Thinking through human-human and human-horse relationships through this framework of nervous systems helps to explain why some humans seem to have a calming effect on other humans and/or horses, or why some rides feel better than others.
Think about your last ride. Was it a good one or a bad one? Can you recall what state your nervous system was in before you mounted (or even when we were haltering our horse, or way before that when we were approaching the gate).
Now, can you remember what state your horse’s nervous system was in, how you knew and whether or not you allowed the time and space for both nervous systems to return to a state of regulation?
If you felt nervous, impatient or frustrated, did you get on anyway, or did you wait to see if that feeling gave way to something else? This level of awareness might provide new insight into that ride.
If you can’t remember those details from your last ride, don’t worry – you are in good company. Sadly, it is hard enough for so many of us to fit horses into our lives that we simply don’t take the time to notice, or prioritise the need to do so.
Starting to look at other living creatures as a room full of nervous systems has been particularly impactful. It feels like I have Superman’s x-ray vision, allowing me to see humans and horses in new ways, and better understand my interactions with them.

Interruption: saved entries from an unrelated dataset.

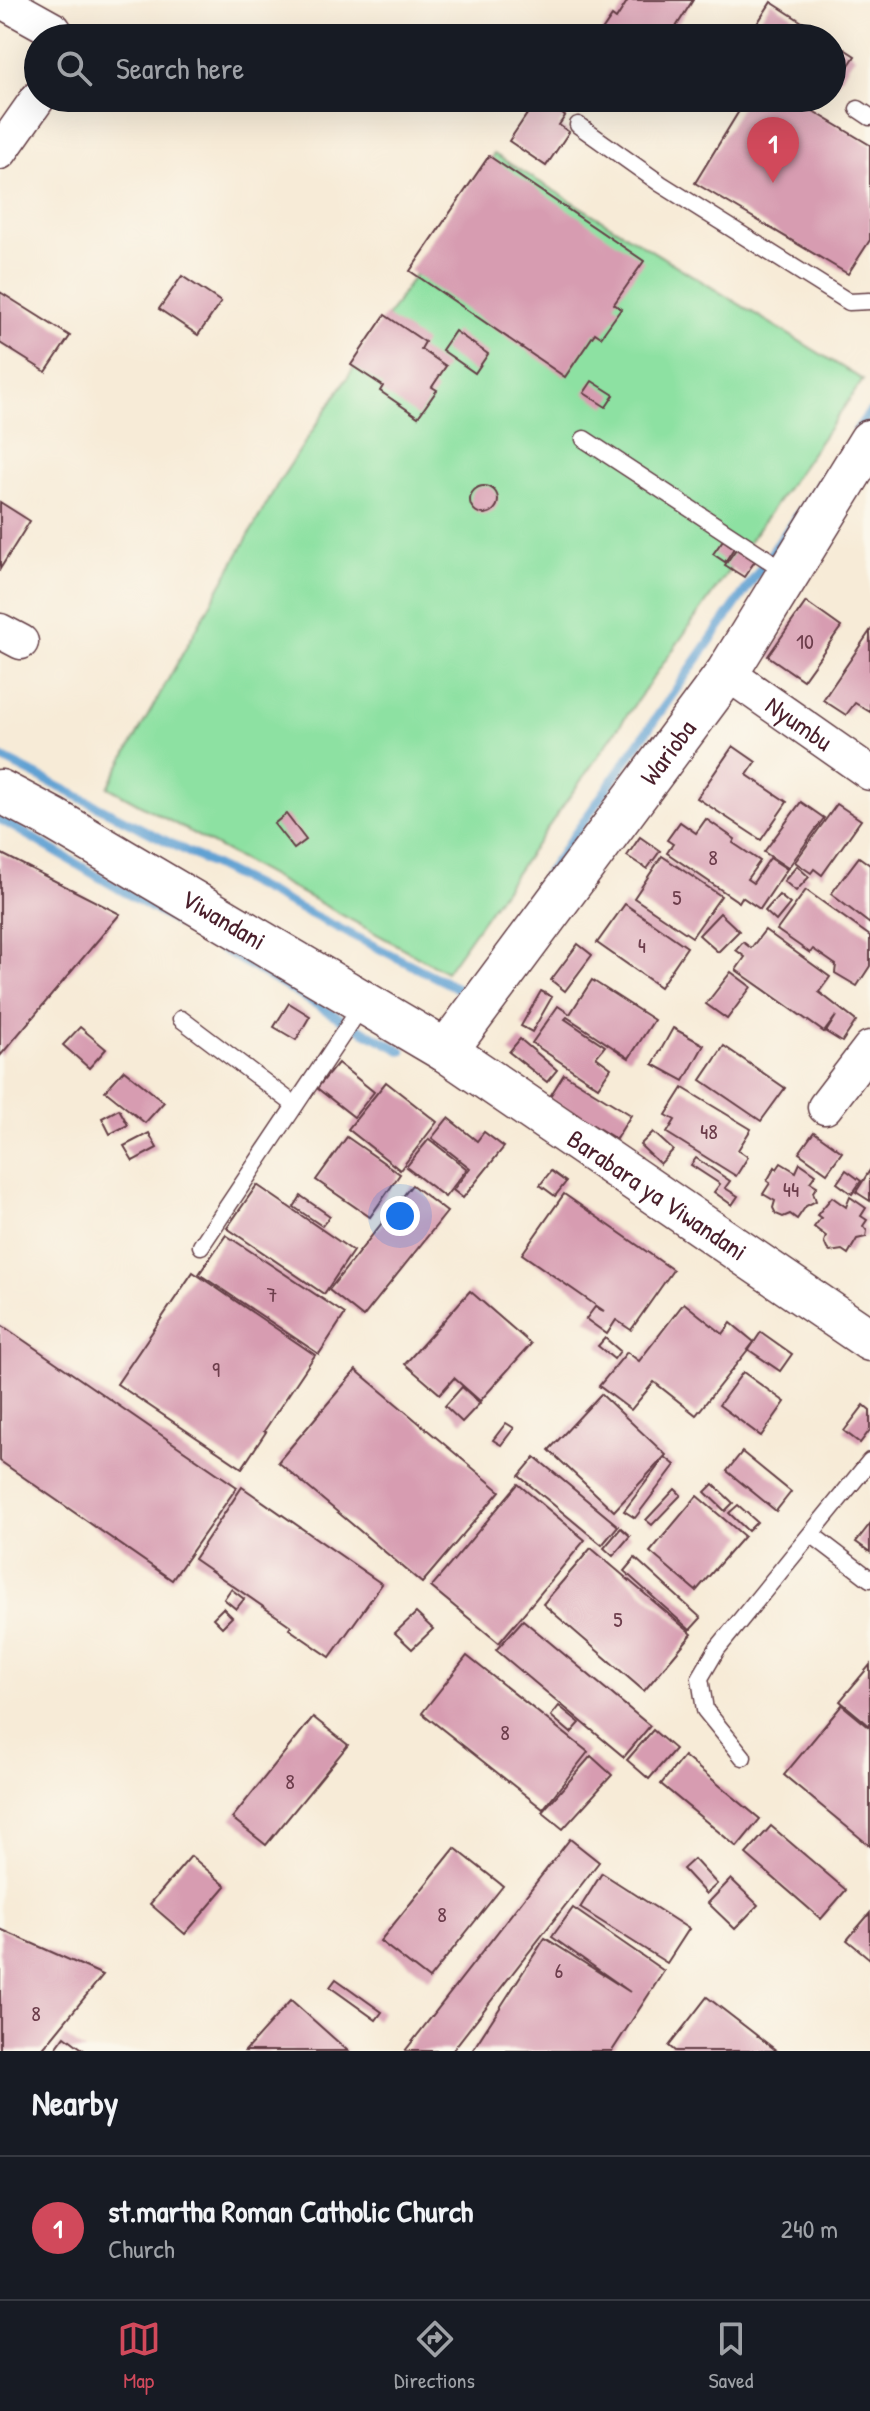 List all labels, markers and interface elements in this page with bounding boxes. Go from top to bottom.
search box [24,24,846,112]
icon: search [52,46,96,90]
text: Search here [116,48,244,88]
pin: 1 [747,117,799,183]
house number: 10 [796,626,814,656]
street label: Nyumbu [759,687,840,759]
street label: Warioba [632,712,703,792]
house number: 8 [708,842,718,872]
street label: Viwandani [175,881,272,958]
house number: 5 [672,882,682,912]
house number: 4 [638,930,646,960]
house number: 48 [700,1116,718,1146]
street label: Barabara ya Viwandani [561,1121,754,1268]
house number: 44 [783,1174,799,1204]
your location [380,1196,420,1236]
house number: 7 [267,1279,277,1309]
house number: 9 [212,1354,220,1384]
house number: 5 [613,1604,623,1634]
house number: 8 [500,1717,510,1747]
house number: 8 [285,1766,295,1796]
house number: 8 [437,1899,447,1929]
house number: 6 [555,1955,564,1985]
house number: 8 [31,1998,41,2028]
text: Nearby [32,2080,118,2126]
text: st.martha Roman Catholic Church [108,2191,473,2231]
text: 1 [53,2211,63,2246]
text: 240 m [781,2211,838,2246]
text: Church [108,2231,175,2266]
tab: Map [117,2317,161,2395]
tab: Directions [394,2317,475,2395]
tab: Saved [708,2317,753,2395]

For example, when I perceive a sales assistant or a horse as being in a state of dysregulation – not just being rude or difficult, I can respond in a proactive rather than a reactive way. Instead of taking their behaviour personally (which would impact my nervous system as much as theirs), I can think about the role I play in co-regulation and how I can provide time and/or space for their nervous system to move in a direction of self-regulation. Sometimes all it takes is a step back and a deep, slow breath.
Taking a nervous system view of relationships is not only useful and insightful – it challenges some of our long-held beliefs.

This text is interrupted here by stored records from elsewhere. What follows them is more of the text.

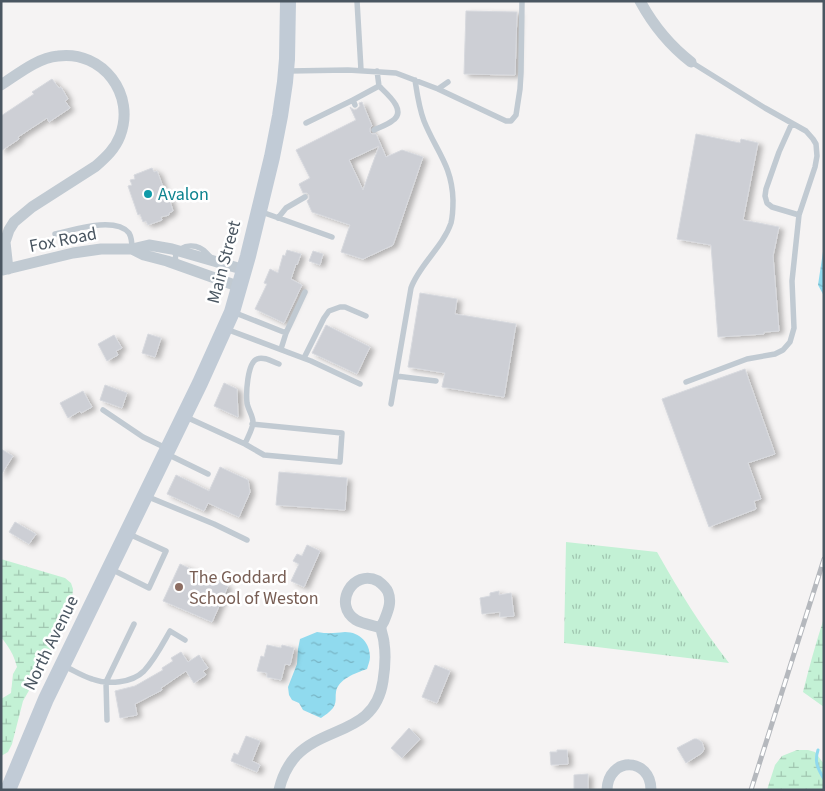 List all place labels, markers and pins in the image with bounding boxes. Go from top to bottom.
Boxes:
place label: Avalon [158,182,209,207]
marker: Avalon [142,188,154,200]
place label: The Goddard School of Weston [189,565,319,611]
marker: The Goddard School of Weston [173,581,185,593]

For example, removing pressure from a horse (or a human) isn’t always about backing off and ‘letting them win’ or reinforcing their undesirable behaviour. Instead, it can be about recognising their window of tolerance (which can change at any moment in time), allowing their nervous system to reach a point where they can cope with our request and maybe even building greater tolerance over time.
That is when we are really setting one another up for success and ultimately, for self-regulation and the confidence that it comes with.

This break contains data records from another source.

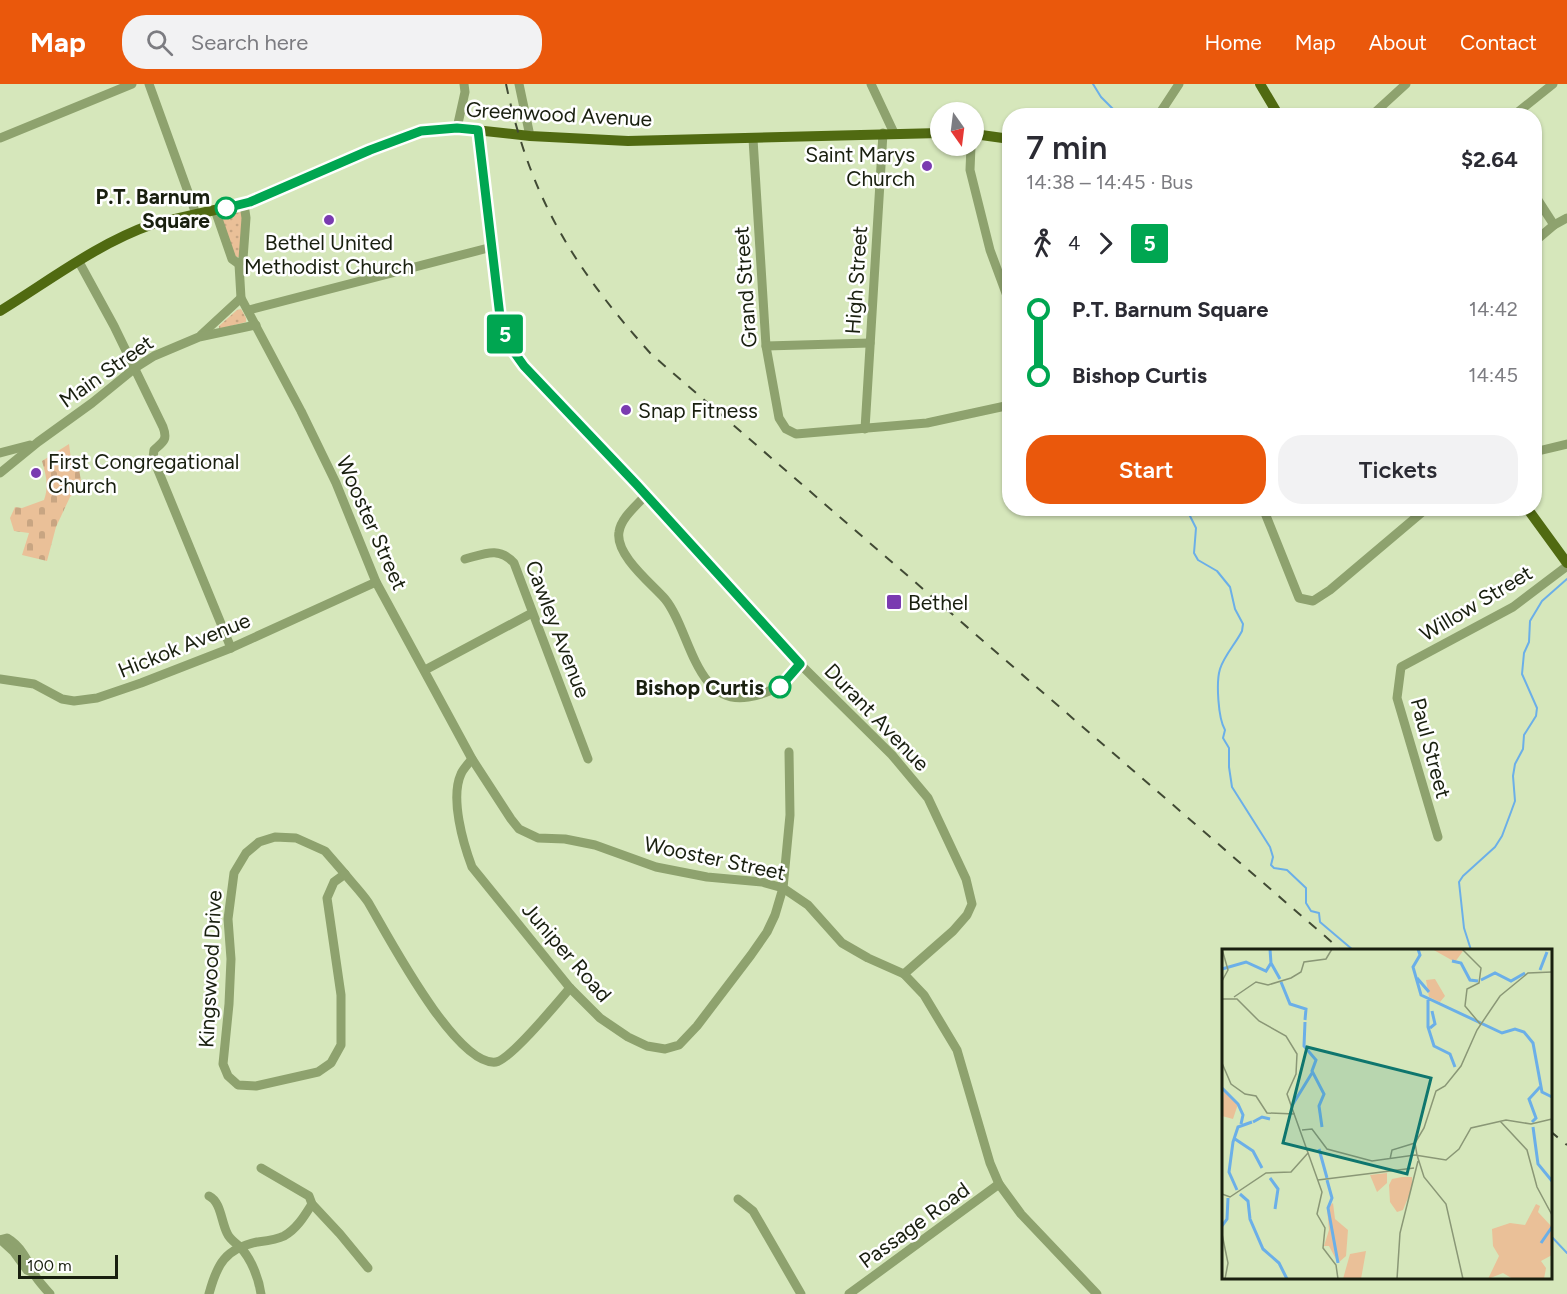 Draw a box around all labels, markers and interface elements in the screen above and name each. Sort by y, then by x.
search box [122,15,542,69]
text: Map [30,25,86,59]
icon: search [143,26,176,59]
text: Search here [191,29,308,56]
text: Home [1205,30,1262,55]
text: Map [1295,30,1336,55]
text: About [1369,30,1427,55]
text: Contact [1460,30,1537,55]
street label: Greenwood Avenue [465,97,653,131]
north arrow [930,102,984,156]
map controls [930,102,984,156]
text: 7 min [1026,128,1107,167]
place label: Saint Marys Church [805,142,915,191]
text: $2.64 [1461,146,1518,173]
marker: Saint Marys Church [920,159,934,173]
text: 14:38 – 14:45 · Bus [1026,170,1193,194]
place label: P.T. Barnum Square [95,184,210,233]
marker: P.T. Barnum Square [215,197,237,219]
marker: Bethel United Methodist Church [322,213,336,227]
street label: Grand Street [728,225,762,349]
street label: High Street [840,225,872,335]
icon: walk [1026,227,1059,260]
icon: forward [1089,227,1122,260]
place label: Bethel United Methodist Church [244,230,414,279]
text: 4 [1068,231,1080,255]
text: 5 [1143,231,1156,256]
text: P.T. Barnum Square [1072,296,1268,323]
text: 14:42 [1469,297,1518,321]
line badge: 5 [486,314,524,354]
text: 5 [499,322,511,347]
street label: Main Street [54,329,158,413]
text: Bishop Curtis [1072,362,1207,389]
text: 14:45 [1468,363,1518,387]
place label: Snap Fitness [638,398,758,423]
marker: Snap Fitness [619,403,633,417]
button: Start [1026,435,1266,504]
button: Tickets [1278,435,1518,504]
place label: First Congregational Church [48,449,239,498]
street label: Wooster Street [331,452,413,594]
marker: First Congregational Church [29,466,43,480]
street label: Cawley Avenue [520,557,596,701]
street label: Willow Street [1415,560,1537,646]
place label: Bethel [908,590,968,615]
marker: Bethel [885,593,903,611]
street label: Hickok Avenue [114,607,254,683]
street label: Durant Avenue [819,658,935,776]
place label: Bishop Curtis [635,675,764,700]
marker: Bishop Curtis [769,676,791,698]
street label: Paul Street [1406,695,1456,801]
street label: Wooster Street [642,831,788,885]
street label: Kingswood Drive [193,889,227,1049]
street label: Juniper Road [517,897,617,1007]
inset map [1222,949,1552,1279]
street label: Passage Road [854,1177,974,1273]
scale bar [18,1252,118,1280]
text: 100 m [27,1256,72,1275]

Thinking about nervous systems, self-regulation and co-regulation whilst you are hanging out with your horse can have wide-ranging benefits. When undertaken with polite observation, free of judgement, this framework can motivate mindfulness, being present, noticing your surroundings, be aware of self, other and the two of you together.
Whilst you are attending to these thoughts, you are giving your mind a break from worrying about other things in life that your horse will never care about (such as homework, exams, arguments with friends, what you look like, what time it is, how late you are for whatever, what notifications are on your phone, what your boss is waiting for, or what other people think about you, etc.). And that freedom gives yourself a chance to self-regulate and your nervous system a chance to reset and rebalance.
These are just a few ways in which being around horses can help all of us become better human beings. But there are no guarantees. Horses are not a magical panacea to human ills. They do, however, provide us with opportunities to be better versions of ourselves.
More importantly, perhaps the ultimate way in which horses can help us become better humans is for us to care more about making sure that our interactions with others (human and animal) benefits all and contributes to feelings of safety.